**Data to process**

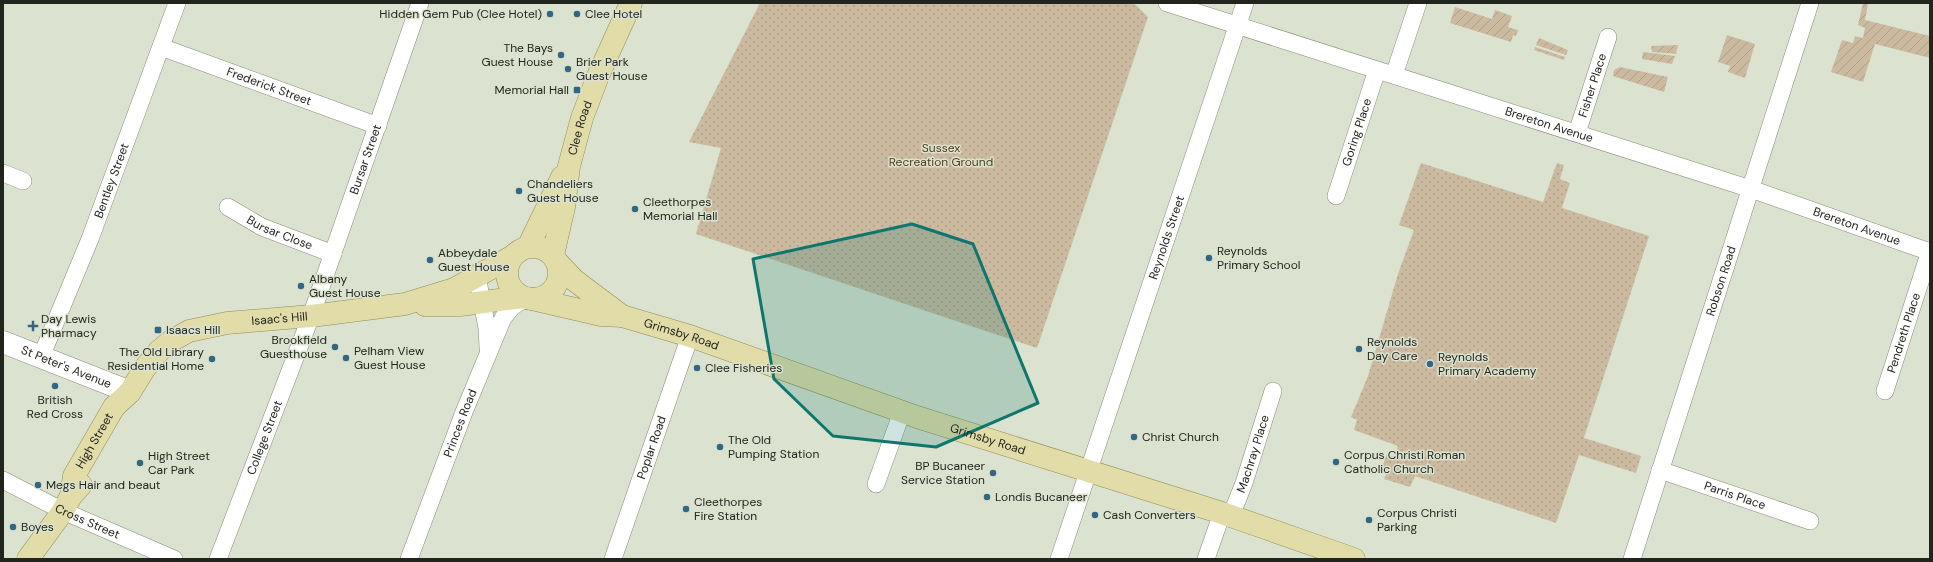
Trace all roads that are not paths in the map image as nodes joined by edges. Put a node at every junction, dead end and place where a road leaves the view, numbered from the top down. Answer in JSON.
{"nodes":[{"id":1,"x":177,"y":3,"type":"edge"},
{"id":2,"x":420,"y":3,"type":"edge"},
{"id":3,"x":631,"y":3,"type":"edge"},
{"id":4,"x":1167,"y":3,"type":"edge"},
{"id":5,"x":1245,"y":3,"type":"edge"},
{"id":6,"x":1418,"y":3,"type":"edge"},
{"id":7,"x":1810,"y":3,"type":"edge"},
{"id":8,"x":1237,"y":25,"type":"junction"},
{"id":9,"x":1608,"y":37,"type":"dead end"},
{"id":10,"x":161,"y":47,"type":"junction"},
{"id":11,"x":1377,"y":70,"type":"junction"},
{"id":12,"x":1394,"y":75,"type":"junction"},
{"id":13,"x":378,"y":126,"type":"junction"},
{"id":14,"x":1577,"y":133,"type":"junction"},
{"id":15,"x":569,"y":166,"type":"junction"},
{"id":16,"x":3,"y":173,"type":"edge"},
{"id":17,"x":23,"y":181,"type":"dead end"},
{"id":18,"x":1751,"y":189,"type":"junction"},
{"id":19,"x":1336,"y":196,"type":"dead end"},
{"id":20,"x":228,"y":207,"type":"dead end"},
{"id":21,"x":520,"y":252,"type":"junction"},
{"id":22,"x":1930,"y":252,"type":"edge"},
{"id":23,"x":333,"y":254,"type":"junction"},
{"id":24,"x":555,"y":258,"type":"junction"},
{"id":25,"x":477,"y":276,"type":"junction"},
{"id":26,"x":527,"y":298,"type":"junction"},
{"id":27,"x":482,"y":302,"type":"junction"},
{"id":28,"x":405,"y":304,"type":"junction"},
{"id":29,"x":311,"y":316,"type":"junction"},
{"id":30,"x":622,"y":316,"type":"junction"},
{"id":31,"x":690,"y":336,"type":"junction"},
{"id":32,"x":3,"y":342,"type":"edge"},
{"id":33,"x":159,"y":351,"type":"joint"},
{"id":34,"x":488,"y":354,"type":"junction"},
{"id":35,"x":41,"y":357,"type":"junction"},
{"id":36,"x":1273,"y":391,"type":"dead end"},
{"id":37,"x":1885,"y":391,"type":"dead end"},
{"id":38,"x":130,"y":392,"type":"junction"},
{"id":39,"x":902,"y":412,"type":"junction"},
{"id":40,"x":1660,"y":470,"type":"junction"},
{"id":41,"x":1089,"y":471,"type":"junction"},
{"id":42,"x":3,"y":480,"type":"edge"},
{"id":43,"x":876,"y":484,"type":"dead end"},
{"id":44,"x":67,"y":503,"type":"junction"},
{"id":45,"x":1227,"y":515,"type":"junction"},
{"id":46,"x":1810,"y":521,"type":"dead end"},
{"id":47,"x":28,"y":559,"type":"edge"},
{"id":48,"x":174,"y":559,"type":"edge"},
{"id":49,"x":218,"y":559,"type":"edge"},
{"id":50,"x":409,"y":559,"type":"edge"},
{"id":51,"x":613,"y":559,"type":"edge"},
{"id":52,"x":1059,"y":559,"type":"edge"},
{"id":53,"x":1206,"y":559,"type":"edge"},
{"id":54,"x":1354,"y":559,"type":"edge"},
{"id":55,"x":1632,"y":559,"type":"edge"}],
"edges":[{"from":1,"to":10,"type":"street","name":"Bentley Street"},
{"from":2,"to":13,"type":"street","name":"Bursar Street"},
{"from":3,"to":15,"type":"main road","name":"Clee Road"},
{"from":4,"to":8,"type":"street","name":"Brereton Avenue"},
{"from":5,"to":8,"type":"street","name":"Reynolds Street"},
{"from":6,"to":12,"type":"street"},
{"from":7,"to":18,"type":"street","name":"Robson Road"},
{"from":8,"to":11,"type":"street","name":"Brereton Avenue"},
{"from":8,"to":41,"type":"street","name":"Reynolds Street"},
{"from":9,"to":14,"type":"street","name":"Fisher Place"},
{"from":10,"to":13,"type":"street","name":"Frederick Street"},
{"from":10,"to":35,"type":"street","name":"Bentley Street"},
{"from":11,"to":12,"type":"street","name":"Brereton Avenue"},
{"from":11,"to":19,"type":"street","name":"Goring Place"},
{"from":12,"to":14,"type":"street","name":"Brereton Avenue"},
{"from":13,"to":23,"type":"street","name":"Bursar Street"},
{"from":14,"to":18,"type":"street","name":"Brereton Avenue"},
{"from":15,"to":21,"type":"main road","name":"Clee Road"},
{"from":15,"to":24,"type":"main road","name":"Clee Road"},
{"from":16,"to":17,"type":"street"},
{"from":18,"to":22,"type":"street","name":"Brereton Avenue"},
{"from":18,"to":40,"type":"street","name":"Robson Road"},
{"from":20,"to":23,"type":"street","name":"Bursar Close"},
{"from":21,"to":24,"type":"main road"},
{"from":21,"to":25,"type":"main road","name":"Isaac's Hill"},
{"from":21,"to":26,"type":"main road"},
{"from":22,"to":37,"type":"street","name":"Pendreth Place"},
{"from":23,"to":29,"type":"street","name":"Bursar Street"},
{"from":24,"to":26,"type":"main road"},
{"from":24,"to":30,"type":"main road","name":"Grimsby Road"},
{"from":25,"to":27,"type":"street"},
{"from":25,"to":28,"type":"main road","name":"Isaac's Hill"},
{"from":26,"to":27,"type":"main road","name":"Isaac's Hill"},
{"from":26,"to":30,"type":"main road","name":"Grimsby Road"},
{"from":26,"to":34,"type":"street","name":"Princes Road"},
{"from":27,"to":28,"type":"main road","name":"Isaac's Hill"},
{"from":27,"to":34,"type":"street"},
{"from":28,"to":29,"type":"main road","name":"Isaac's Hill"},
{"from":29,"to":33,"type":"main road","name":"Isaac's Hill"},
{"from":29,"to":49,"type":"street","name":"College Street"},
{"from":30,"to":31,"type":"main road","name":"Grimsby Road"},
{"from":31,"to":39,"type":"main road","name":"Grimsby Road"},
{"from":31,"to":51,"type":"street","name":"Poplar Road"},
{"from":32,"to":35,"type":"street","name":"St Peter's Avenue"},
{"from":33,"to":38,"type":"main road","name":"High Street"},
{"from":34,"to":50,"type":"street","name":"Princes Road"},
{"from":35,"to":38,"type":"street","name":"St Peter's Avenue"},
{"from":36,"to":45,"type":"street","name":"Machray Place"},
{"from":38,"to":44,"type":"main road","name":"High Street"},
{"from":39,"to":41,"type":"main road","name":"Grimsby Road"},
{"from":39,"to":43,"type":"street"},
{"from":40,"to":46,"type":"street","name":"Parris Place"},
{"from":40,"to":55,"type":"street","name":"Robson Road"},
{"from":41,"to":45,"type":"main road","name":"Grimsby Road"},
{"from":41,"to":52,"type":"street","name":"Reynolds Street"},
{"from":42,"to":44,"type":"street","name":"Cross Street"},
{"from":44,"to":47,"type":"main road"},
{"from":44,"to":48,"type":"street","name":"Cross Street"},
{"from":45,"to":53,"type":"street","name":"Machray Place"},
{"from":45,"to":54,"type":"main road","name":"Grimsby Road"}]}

**Required action**
Identify the lines above that contain the word "Brereton", then copy them.

**Answer space**
{"from":4,"to":8,"type":"street","name":"Brereton Avenue"},
{"from":8,"to":11,"type":"street","name":"Brereton Avenue"},
{"from":11,"to":12,"type":"street","name":"Brereton Avenue"},
{"from":12,"to":14,"type":"street","name":"Brereton Avenue"},
{"from":14,"to":18,"type":"street","name":"Brereton Avenue"},
{"from":18,"to":22,"type":"street","name":"Brereton Avenue"},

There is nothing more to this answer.